Collect from the data below each line with "Avenue".

(DATA FOR THIS TASK)

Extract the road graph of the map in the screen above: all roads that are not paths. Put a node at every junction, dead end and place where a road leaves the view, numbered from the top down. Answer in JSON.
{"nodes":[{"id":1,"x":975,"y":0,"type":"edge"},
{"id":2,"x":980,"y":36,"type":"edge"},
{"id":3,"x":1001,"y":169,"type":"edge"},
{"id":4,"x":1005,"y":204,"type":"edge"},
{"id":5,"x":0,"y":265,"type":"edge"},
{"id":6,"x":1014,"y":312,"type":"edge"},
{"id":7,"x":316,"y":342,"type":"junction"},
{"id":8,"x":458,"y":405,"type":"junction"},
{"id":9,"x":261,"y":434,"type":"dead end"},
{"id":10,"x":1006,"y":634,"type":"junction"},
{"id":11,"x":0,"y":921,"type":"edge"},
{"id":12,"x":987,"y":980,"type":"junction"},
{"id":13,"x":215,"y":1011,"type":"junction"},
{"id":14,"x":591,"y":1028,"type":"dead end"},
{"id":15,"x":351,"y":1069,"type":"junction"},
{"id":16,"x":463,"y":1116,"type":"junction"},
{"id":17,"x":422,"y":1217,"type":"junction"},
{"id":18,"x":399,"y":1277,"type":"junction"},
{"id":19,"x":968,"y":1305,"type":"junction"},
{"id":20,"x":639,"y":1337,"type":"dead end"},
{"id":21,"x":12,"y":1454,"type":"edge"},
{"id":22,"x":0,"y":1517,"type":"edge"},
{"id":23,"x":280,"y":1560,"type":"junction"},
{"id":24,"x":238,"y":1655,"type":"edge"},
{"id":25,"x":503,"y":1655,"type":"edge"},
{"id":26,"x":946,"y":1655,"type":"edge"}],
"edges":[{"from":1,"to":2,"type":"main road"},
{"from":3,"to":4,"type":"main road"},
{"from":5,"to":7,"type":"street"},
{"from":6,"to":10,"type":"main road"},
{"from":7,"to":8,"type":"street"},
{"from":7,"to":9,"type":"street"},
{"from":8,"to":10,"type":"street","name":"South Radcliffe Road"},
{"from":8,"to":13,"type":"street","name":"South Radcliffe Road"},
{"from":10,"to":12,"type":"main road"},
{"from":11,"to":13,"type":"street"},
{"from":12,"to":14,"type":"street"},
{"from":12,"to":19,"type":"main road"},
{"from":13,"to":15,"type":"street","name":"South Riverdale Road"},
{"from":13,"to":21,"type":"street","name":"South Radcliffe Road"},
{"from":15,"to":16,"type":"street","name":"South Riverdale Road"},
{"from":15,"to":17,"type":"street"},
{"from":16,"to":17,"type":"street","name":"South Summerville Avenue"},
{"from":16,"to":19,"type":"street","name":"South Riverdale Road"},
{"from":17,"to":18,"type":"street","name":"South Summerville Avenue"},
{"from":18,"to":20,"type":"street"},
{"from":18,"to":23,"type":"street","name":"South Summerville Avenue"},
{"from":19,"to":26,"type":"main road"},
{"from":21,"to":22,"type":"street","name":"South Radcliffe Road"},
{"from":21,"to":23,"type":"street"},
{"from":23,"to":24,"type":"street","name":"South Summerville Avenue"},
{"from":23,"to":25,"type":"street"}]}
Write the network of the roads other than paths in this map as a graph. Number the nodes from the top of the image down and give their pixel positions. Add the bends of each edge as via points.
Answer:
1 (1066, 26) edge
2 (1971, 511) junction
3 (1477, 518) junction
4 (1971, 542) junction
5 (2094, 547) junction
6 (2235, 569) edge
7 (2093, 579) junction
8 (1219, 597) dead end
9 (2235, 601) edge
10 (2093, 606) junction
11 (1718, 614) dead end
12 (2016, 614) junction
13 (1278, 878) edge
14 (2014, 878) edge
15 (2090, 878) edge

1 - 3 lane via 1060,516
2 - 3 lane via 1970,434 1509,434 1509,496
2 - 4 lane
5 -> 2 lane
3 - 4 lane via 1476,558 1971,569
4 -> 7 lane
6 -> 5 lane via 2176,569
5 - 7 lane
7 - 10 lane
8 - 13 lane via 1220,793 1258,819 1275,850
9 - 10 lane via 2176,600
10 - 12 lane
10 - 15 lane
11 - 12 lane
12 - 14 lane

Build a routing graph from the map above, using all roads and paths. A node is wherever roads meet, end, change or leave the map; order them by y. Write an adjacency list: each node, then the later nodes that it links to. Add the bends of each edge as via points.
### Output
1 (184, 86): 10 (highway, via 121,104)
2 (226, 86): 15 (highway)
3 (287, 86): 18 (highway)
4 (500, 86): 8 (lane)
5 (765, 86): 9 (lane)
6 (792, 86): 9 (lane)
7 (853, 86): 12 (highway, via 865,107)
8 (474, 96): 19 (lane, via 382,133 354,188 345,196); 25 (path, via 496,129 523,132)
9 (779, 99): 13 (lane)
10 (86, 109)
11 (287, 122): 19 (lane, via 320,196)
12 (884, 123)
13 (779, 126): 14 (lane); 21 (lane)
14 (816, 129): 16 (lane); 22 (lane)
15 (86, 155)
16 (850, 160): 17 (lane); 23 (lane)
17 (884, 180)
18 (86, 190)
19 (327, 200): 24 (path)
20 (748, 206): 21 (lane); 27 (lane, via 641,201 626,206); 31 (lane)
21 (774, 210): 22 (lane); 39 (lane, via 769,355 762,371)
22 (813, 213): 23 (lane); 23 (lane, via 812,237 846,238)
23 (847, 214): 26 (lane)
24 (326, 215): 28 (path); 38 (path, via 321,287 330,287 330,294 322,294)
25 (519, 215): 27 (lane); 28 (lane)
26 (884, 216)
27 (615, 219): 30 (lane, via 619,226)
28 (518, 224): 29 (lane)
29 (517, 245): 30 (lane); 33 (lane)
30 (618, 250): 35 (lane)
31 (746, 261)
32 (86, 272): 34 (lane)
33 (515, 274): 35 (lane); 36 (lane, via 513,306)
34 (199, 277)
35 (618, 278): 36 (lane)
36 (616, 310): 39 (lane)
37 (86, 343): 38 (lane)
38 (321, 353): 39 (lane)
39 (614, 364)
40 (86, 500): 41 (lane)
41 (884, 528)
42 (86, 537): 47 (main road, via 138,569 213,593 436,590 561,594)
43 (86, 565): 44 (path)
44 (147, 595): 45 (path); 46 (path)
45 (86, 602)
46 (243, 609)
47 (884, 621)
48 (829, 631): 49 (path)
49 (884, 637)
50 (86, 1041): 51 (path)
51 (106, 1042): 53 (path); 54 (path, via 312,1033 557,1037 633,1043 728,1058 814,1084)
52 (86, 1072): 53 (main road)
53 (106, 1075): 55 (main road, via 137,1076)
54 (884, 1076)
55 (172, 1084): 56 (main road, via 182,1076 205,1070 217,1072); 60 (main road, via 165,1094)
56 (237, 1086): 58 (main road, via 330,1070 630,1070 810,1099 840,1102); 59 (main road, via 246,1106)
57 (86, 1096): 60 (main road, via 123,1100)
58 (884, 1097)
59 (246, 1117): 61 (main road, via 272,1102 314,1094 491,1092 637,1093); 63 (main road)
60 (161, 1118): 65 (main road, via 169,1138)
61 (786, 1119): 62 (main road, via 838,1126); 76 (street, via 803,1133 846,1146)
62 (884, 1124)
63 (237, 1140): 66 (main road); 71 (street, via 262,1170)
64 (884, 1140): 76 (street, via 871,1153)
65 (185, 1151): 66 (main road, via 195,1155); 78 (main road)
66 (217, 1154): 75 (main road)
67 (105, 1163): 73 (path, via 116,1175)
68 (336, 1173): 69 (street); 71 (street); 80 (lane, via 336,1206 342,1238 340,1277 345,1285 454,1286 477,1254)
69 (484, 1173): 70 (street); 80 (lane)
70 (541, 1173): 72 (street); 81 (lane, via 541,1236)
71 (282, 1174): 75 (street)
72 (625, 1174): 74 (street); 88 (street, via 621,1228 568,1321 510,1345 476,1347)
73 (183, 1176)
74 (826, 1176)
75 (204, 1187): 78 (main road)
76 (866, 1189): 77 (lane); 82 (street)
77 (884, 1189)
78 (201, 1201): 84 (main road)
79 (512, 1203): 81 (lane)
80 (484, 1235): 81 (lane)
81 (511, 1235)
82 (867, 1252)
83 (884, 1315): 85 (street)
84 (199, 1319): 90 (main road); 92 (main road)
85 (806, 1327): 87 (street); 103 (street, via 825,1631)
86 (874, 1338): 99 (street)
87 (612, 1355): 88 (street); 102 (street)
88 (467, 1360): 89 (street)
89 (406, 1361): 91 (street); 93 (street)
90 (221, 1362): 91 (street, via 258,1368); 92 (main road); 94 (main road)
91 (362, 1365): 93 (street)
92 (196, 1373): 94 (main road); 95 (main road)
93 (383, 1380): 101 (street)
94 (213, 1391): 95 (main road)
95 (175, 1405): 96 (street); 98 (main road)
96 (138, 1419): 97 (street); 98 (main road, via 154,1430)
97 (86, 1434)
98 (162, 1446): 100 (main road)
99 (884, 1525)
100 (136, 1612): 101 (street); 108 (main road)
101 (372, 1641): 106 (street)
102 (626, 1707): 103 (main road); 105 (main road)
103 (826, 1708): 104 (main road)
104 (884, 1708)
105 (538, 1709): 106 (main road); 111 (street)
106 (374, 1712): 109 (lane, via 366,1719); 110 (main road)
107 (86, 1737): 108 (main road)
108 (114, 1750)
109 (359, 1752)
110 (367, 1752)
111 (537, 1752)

(End DATA FOR THIS TASK)

- [EXERCISE SOLUTION]:
{"from":16,"to":17,"type":"street","name":"South Summerville Avenue"},
{"from":17,"to":18,"type":"street","name":"South Summerville Avenue"},
{"from":18,"to":23,"type":"street","name":"South Summerville Avenue"},
{"from":23,"to":24,"type":"street","name":"South Summerville Avenue"},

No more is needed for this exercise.